**Work to be completed:**
For the word "Laporte", state how many lines of the data include it. Respond with the number only.

[Stored data]
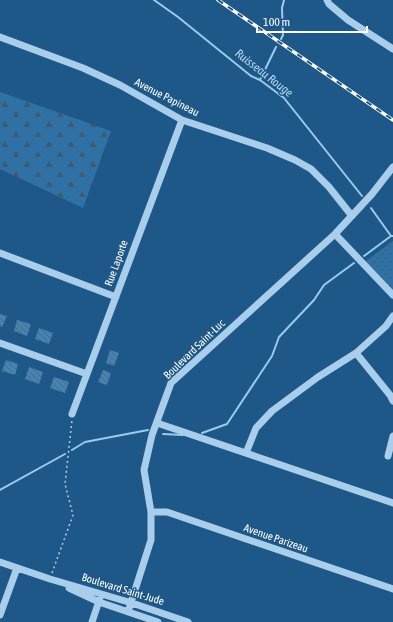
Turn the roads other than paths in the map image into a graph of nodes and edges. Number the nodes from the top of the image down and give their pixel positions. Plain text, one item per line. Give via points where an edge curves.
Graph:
1 (327, 0) edge
2 (0, 37) edge
3 (393, 49) edge
4 (182, 120) junction
5 (393, 167) edge
6 (352, 216) junction
7 (335, 234) junction
8 (0, 254) edge
9 (393, 295) edge
10 (116, 297) junction
11 (393, 316) edge
12 (0, 343) edge
13 (356, 353) junction
14 (87, 374) junction
15 (393, 401) edge
16 (72, 414) road end
17 (157, 423) junction
18 (393, 436) edge
19 (246, 453) junction
20 (388, 456) dead end
21 (393, 503) edge
22 (151, 512) junction
23 (0, 562) edge
24 (17, 568) junction
25 (50, 579) junction
26 (393, 589) edge
27 (102, 594) junction
28 (99, 602) junction
29 (132, 603) junction
30 (128, 612) junction
31 (0, 615) edge
32 (92, 622) edge
33 (158, 622) edge
34 (188, 622) edge

1 - 3 street via 348,20
2 - 4 street, Avenue Papineau via 83,68 120,85
4 - 6 street, Avenue Papineau via 267,148 311,169
4 - 10 street, Rue Laporte
5 - 6 street, Boulevard Saint-Luc
6 - 7 street, Boulevard Saint-Luc
7 - 9 street
7 - 17 street, Boulevard Saint-Luc via 171,383
8 - 10 street
10 - 14 street, Rue Laporte
11 - 13 street via 386,326
12 - 14 street
13 - 15 street
13 - 19 street via 272,411 256,428
14 - 16 street, Rue Laporte
17 - 19 street
17 - 22 street, Boulevard Saint-Luc via 144,470
18 - 20 street
19 - 21 street
22 - 26 street, Avenue Parizeau via 167,512
22 - 29 street, Boulevard Saint-Luc via 151,540
23 - 24 street, Boulevard Saint-Jude
24 - 25 street, Boulevard Saint-Jude
24 - 31 street
25 - 27 street, Boulevard Saint-Jude
25 - 28 street, Boulevard Saint-Jude
27 - 28 street
27 - 29 street, Boulevard Saint-Jude
28 - 30 street, Boulevard Saint-Jude
28 - 32 street
29 - 30 street, Boulevard Saint-Luc
29 - 34 street, Boulevard Saint-Jude
30 - 33 street, Boulevard Saint-Jude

**Answer to this task:**
3